I have no idea how I ended up in here.
Truly? There are days. Sometimes it hurts, sometimes I’m fine. Others, I feel nothing. Feels like those gray days when there’s a lack of emotions in the air. Just a steady emptiness or a strange tranquility.
Nevertheless, I feel compelled to move. To be honest, I don’t know where to. Only a voice says daily: “Get up, and now move.”
I wish I could understand a bit more about this...life is tricky. A moment we’re ok, a moment we don’t. Damn…time flies so fast, and time seems to be flying by me.
Still, even though I don’t know where to, I want to break free! I need to get rid of these handcuffs, these chains that hold me to the ground. These glasses that prevents me to see. This background noise that prevents me to hear clearly. These fears that freezes me. These voices that are stuck in my mind, day in, day out. Please, let me break free.

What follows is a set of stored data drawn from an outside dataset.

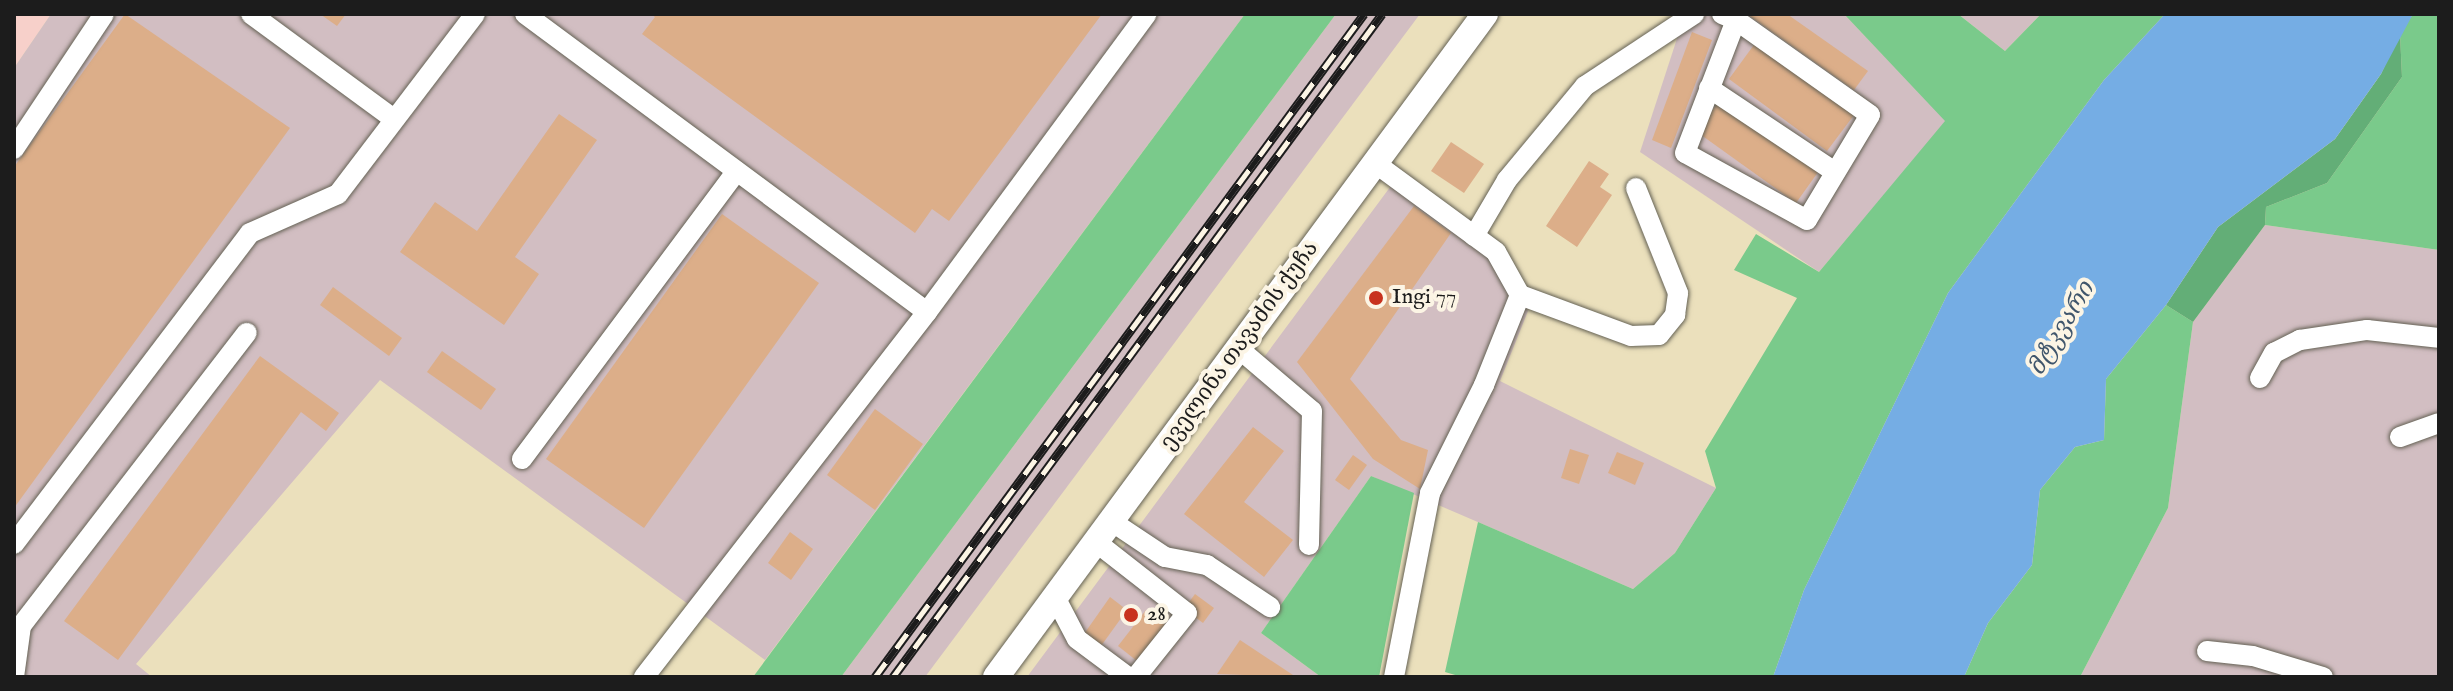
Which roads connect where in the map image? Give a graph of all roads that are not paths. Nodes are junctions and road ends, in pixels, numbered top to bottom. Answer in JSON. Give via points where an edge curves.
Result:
{"nodes":[{"id":1,"x":104,"y":14,"type":"edge"},
{"id":2,"x":251,"y":14,"type":"edge"},
{"id":3,"x":475,"y":14,"type":"edge"},
{"id":4,"x":525,"y":14,"type":"edge"},
{"id":5,"x":1147,"y":14,"type":"edge"},
{"id":6,"x":1485,"y":14,"type":"edge"},
{"id":7,"x":1694,"y":14,"type":"edge"},
{"id":8,"x":1729,"y":17,"type":"edge"},
{"id":9,"x":1709,"y":88,"type":"junction"},
{"id":10,"x":394,"y":119,"type":"junction"},
{"id":11,"x":14,"y":149,"type":"edge"},
{"id":12,"x":1375,"y":163,"type":"junction"},
{"id":13,"x":737,"y":171,"type":"junction"},
{"id":14,"x":1835,"y":172,"type":"junction"},
{"id":15,"x":1636,"y":188,"type":"dead end"},
{"id":16,"x":1474,"y":236,"type":"junction"},
{"id":17,"x":1520,"y":295,"type":"junction"},
{"id":18,"x":927,"y":312,"type":"junction"},
{"id":19,"x":247,"y":333,"type":"dead end"},
{"id":20,"x":2439,"y":338,"type":"edge"},
{"id":21,"x":1238,"y":348,"type":"junction"},
{"id":22,"x":2260,"y":378,"type":"dead end"},
{"id":23,"x":2439,"y":423,"type":"edge"},
{"id":24,"x":2400,"y":437,"type":"dead end"},
{"id":25,"x":522,"y":459,"type":"dead end"},
{"id":26,"x":1103,"y":532,"type":"junction"},
{"id":27,"x":14,"y":544,"type":"edge"},
{"id":28,"x":1309,"y":545,"type":"dead end"},
{"id":29,"x":1055,"y":597,"type":"junction"},
{"id":30,"x":1270,"y":607,"type":"dead end"},
{"id":31,"x":2207,"y":651,"type":"dead end"},
{"id":32,"x":14,"y":677,"type":"edge"},
{"id":33,"x":644,"y":677,"type":"edge"},
{"id":34,"x":996,"y":677,"type":"edge"},
{"id":35,"x":1128,"y":677,"type":"edge"},
{"id":36,"x":1136,"y":677,"type":"edge"},
{"id":37,"x":1394,"y":677,"type":"edge"},
{"id":38,"x":2323,"y":677,"type":"edge"}],
"edges":[{"from":1,"to":11,"type":"street"},
{"from":2,"to":10,"type":"street"},
{"from":3,"to":10,"type":"street"},
{"from":4,"to":13,"type":"street"},
{"from":5,"to":18,"type":"street"},
{"from":6,"to":12,"type":"main road","name":"ეველინა თავაძის ქუჩა"},
{"from":7,"to":16,"type":"street","via":[[1585,86],[1507,180]]},
{"from":8,"to":9,"type":"street"},
{"from":8,"to":14,"type":"street","via":[[1870,115]]},
{"from":9,"to":14,"type":"street"},
{"from":9,"to":14,"type":"street","via":[[1685,153],[1807,220]]},
{"from":10,"to":27,"type":"street","via":[[338,194],[250,233]]},
{"from":12,"to":16,"type":"street"},
{"from":12,"to":21,"type":"main road","name":"ეველინა თავაძის ქუჩა"},
{"from":13,"to":18,"type":"street"},
{"from":13,"to":25,"type":"street"},
{"from":15,"to":17,"type":"street","via":[[1678,293],[1675,315],[1659,335],[1631,336]]},
{"from":16,"to":17,"type":"street","via":[[1496,252]]},
{"from":17,"to":37,"type":"street","via":[[1484,385],[1430,493]]},
{"from":18,"to":33,"type":"street"},
{"from":19,"to":32,"type":"street","via":[[21,626]]},
{"from":20,"to":22,"type":"street","via":[[2367,330],[2300,340],[2274,353]]},
{"from":21,"to":26,"type":"main road","name":"ეველინა თავაძის ქუჩა"},
{"from":21,"to":28,"type":"street","via":[[1312,411]]},
{"from":23,"to":24,"type":"street"},
{"from":26,"to":29,"type":"main road","name":"ეველინა თავაძის ქუჩა"},
{"from":26,"to":30,"type":"street","via":[[1165,557],[1207,565]]},
{"from":26,"to":36,"type":"street","via":[[1187,613]]},
{"from":29,"to":34,"type":"main road","name":"ეველინა თავაძის ქუჩა"},
{"from":29,"to":35,"type":"street","via":[[1077,639]]},
{"from":31,"to":38,"type":"street","via":[[2253,656]]}]}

Let me break free from opinions and struggles, from lack and scarcity, from miss encourage and doubts, from self-pity and darkness, from cant’s and wont’s, from here.
I just wanna move. I want to know about true love. Don’t want to end up ignorant from it, not knowing that feeling of being blessed, cherished, supported, embraced, abundant.
Shall I pray to God?
Will I ever see Christmas in the New York snow? Will I ever bait in the warm seas of Golden Coast? Will I ever have someone to call part of mine? Will that someone take me to the altar while I cry in my vows? Will I be remembered with joy?
Standing somewhere between the edge, I know someday, I’ll cross that bridge. I’m not sure where that will lead me, but I refuse to stand here in the comfort of my own bedroom, surrounded by the silence of these intriguing walls.
So, can someone please, rescue me from myself?